PROBLEM DETAILS → Your answer should be the lines of the data below that contain "roads".

──────────

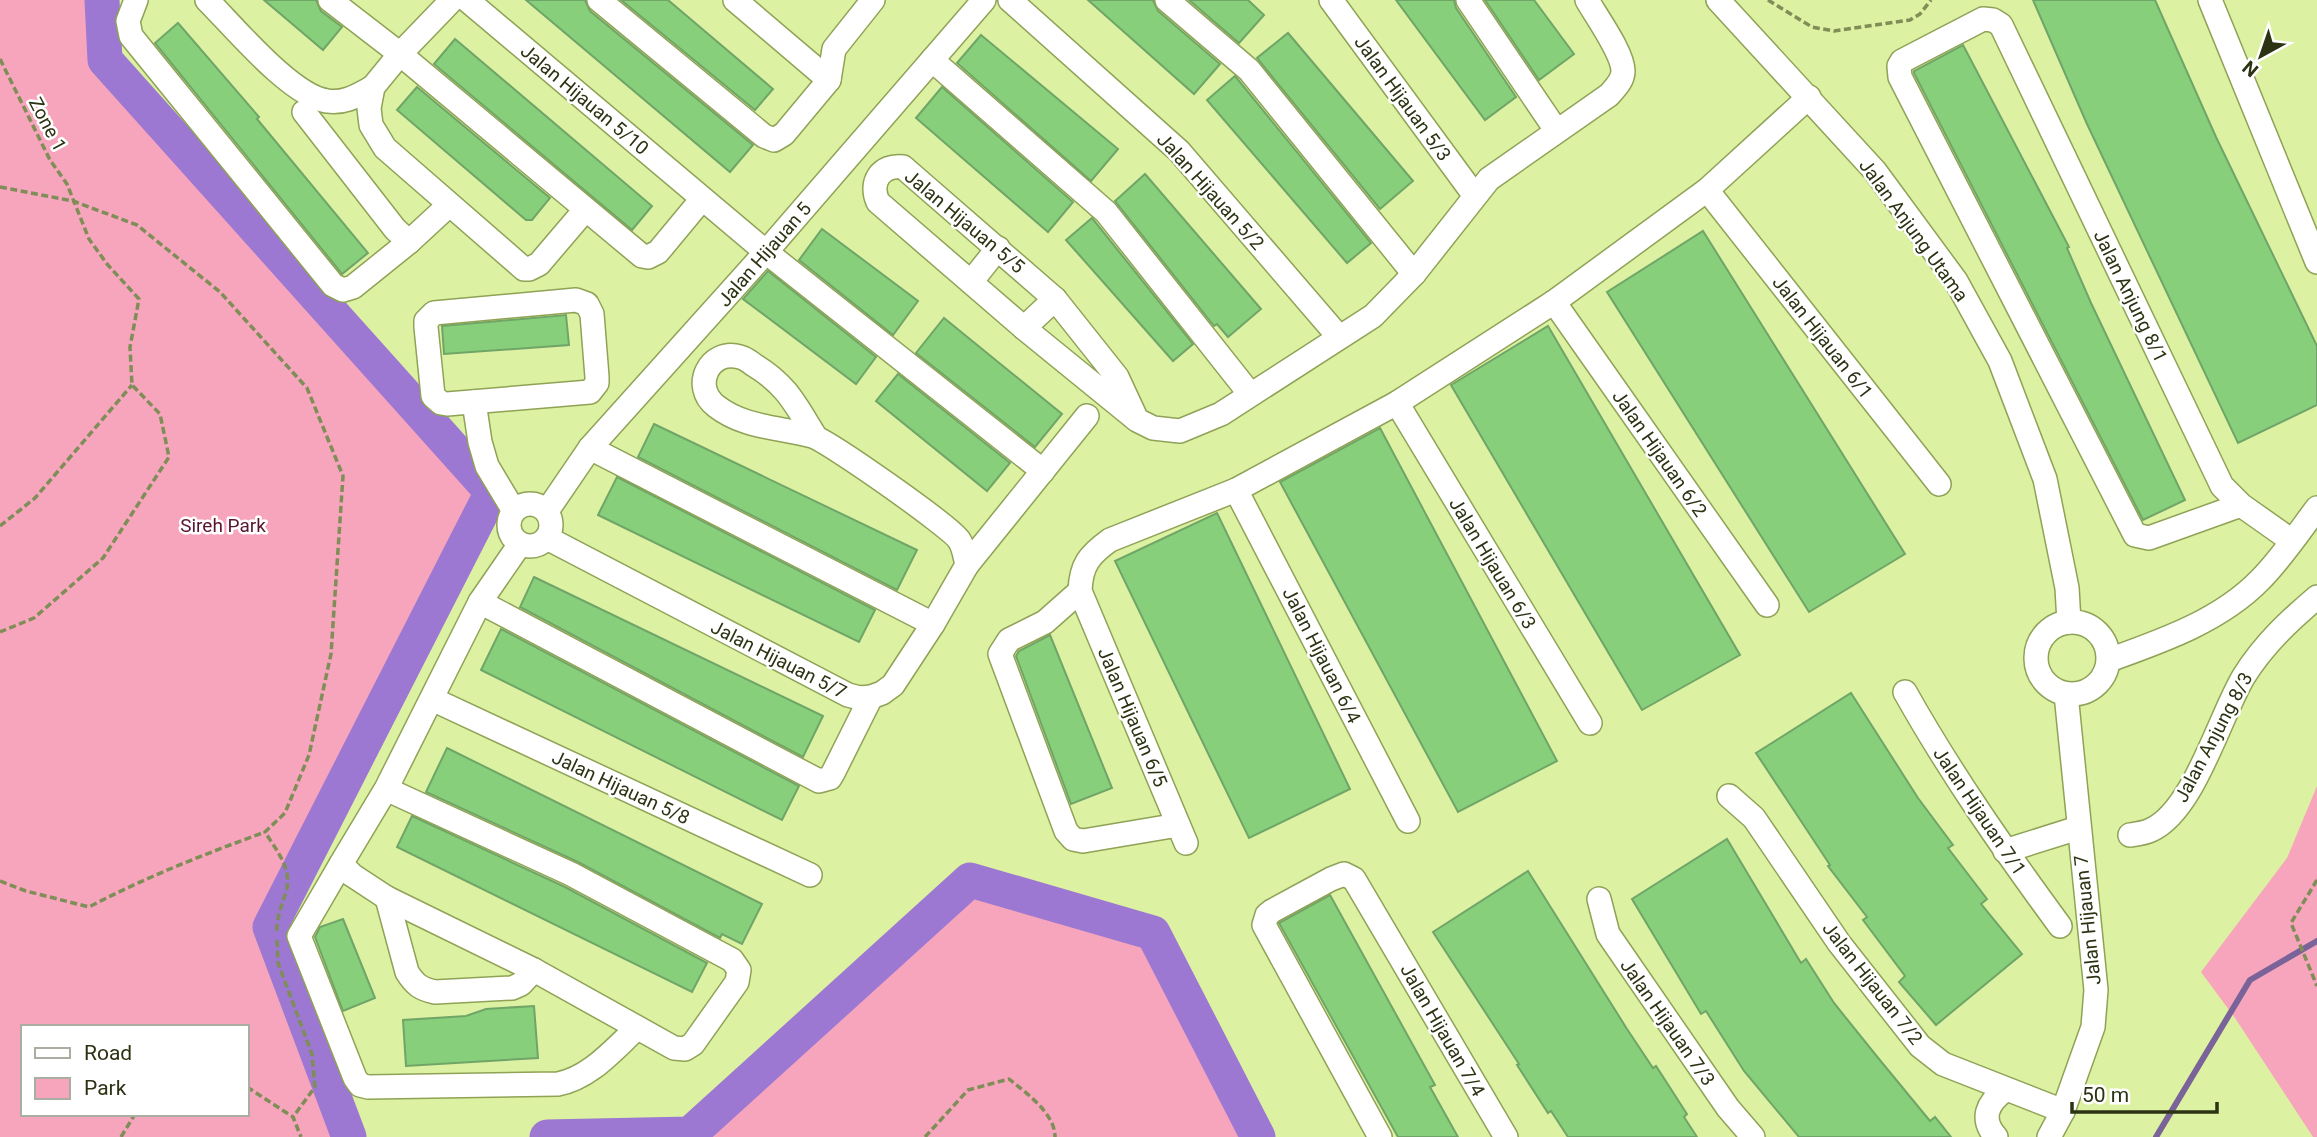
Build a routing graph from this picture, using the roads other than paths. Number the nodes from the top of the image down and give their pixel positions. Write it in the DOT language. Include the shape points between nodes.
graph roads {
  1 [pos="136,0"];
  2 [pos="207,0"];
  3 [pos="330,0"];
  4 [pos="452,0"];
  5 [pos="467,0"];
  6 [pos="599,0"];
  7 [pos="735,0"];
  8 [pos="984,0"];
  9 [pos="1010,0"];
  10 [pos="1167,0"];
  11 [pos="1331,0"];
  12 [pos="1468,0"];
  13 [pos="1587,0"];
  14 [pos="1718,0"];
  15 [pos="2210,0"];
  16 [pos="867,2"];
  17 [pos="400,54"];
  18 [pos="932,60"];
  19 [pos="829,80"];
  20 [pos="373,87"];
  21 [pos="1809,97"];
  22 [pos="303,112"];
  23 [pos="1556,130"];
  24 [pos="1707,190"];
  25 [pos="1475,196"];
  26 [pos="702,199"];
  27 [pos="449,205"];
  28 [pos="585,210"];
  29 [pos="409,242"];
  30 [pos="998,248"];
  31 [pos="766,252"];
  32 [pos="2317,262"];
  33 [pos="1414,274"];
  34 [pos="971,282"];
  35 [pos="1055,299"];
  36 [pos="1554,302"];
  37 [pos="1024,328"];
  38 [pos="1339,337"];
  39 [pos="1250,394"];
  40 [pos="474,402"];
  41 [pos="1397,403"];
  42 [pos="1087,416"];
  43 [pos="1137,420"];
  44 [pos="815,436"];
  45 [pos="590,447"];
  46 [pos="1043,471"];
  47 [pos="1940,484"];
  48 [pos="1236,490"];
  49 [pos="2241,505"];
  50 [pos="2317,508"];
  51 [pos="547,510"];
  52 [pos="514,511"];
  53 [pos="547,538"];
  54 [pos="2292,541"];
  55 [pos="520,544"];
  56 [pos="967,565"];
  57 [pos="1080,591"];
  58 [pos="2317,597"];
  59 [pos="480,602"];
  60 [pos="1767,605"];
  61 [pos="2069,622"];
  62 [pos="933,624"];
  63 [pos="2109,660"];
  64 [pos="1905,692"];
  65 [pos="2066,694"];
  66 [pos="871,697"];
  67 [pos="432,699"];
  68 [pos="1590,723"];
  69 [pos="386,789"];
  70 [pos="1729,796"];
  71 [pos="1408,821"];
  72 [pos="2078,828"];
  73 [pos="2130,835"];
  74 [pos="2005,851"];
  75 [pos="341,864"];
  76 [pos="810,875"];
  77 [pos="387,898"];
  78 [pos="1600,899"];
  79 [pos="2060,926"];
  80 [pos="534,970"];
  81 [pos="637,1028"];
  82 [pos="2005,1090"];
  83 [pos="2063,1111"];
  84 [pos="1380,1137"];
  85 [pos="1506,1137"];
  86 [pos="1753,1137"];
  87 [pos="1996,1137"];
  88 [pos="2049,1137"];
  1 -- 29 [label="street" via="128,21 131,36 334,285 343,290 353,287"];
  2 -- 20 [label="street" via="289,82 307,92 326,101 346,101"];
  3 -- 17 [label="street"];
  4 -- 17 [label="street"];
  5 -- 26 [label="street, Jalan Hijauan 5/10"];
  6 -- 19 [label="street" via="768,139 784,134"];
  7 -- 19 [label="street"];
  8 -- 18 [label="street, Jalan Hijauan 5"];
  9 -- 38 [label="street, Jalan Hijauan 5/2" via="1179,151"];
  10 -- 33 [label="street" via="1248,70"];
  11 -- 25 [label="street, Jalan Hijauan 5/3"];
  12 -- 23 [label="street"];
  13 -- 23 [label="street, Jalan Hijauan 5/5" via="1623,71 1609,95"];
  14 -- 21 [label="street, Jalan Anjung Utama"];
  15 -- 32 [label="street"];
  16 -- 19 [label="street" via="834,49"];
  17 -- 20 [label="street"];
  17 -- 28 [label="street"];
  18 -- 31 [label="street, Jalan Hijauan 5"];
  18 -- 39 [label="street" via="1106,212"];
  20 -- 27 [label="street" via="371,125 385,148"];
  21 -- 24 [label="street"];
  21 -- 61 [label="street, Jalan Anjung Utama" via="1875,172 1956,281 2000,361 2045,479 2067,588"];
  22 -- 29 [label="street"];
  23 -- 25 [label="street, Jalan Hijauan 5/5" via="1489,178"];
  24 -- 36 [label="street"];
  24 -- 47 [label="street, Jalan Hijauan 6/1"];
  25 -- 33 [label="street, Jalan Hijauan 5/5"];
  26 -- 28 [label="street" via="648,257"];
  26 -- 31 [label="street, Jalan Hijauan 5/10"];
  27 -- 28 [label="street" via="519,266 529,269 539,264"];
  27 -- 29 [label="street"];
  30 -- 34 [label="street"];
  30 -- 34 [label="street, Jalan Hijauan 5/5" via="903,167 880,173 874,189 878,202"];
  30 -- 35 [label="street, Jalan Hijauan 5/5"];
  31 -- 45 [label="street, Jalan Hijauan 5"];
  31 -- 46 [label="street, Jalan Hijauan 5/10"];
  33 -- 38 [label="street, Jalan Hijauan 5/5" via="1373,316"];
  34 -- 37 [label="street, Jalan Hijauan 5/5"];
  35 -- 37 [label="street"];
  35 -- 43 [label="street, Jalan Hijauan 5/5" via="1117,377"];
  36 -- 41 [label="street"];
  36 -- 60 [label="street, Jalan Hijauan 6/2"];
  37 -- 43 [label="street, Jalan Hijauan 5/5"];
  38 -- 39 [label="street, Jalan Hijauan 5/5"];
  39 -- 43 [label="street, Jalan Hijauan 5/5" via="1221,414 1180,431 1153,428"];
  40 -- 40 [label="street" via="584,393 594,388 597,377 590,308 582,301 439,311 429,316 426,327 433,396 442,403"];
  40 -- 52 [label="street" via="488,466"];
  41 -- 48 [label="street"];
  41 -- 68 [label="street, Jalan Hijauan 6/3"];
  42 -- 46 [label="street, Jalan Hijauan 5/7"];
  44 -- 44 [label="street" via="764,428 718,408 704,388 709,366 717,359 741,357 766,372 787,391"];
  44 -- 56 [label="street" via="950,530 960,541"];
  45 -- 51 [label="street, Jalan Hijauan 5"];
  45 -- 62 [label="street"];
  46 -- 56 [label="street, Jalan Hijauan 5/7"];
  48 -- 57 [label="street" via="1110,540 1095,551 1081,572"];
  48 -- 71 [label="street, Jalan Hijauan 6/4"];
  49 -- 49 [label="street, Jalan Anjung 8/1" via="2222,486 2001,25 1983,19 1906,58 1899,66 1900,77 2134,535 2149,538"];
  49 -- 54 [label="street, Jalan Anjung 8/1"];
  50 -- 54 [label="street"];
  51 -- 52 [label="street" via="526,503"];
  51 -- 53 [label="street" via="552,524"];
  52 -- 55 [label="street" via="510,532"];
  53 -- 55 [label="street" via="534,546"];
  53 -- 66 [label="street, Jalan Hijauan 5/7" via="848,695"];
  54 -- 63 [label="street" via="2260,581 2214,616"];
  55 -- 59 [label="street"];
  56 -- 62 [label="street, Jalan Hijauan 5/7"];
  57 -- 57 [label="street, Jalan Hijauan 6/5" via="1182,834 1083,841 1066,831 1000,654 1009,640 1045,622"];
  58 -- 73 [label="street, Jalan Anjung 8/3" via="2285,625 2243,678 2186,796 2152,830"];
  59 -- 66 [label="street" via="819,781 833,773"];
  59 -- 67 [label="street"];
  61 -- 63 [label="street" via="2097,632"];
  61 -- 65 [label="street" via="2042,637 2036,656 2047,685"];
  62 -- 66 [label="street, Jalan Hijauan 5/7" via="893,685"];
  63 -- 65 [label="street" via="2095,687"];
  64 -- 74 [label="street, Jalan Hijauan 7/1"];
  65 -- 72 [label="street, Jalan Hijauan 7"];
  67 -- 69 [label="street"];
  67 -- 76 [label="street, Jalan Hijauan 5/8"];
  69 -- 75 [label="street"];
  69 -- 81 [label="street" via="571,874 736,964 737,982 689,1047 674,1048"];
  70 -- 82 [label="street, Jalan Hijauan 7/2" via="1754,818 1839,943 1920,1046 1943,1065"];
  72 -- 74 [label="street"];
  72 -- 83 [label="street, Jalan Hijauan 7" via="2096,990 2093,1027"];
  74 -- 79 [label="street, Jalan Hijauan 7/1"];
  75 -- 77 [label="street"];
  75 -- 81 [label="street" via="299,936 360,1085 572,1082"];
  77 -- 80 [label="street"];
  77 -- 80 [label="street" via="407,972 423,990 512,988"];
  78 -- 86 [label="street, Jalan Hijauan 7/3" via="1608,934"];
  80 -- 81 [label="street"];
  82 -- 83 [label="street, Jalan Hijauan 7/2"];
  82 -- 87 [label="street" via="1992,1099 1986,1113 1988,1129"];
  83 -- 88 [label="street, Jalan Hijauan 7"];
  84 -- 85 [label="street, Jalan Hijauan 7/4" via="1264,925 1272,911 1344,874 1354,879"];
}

──────────

TASK RESULT →
Build a routing graph from this picture, using the roads other than paths. Number the nodes from the top of the image down and give their pixel positions. Write it in the DOT language. Include the shape points between nodes.
graph roads {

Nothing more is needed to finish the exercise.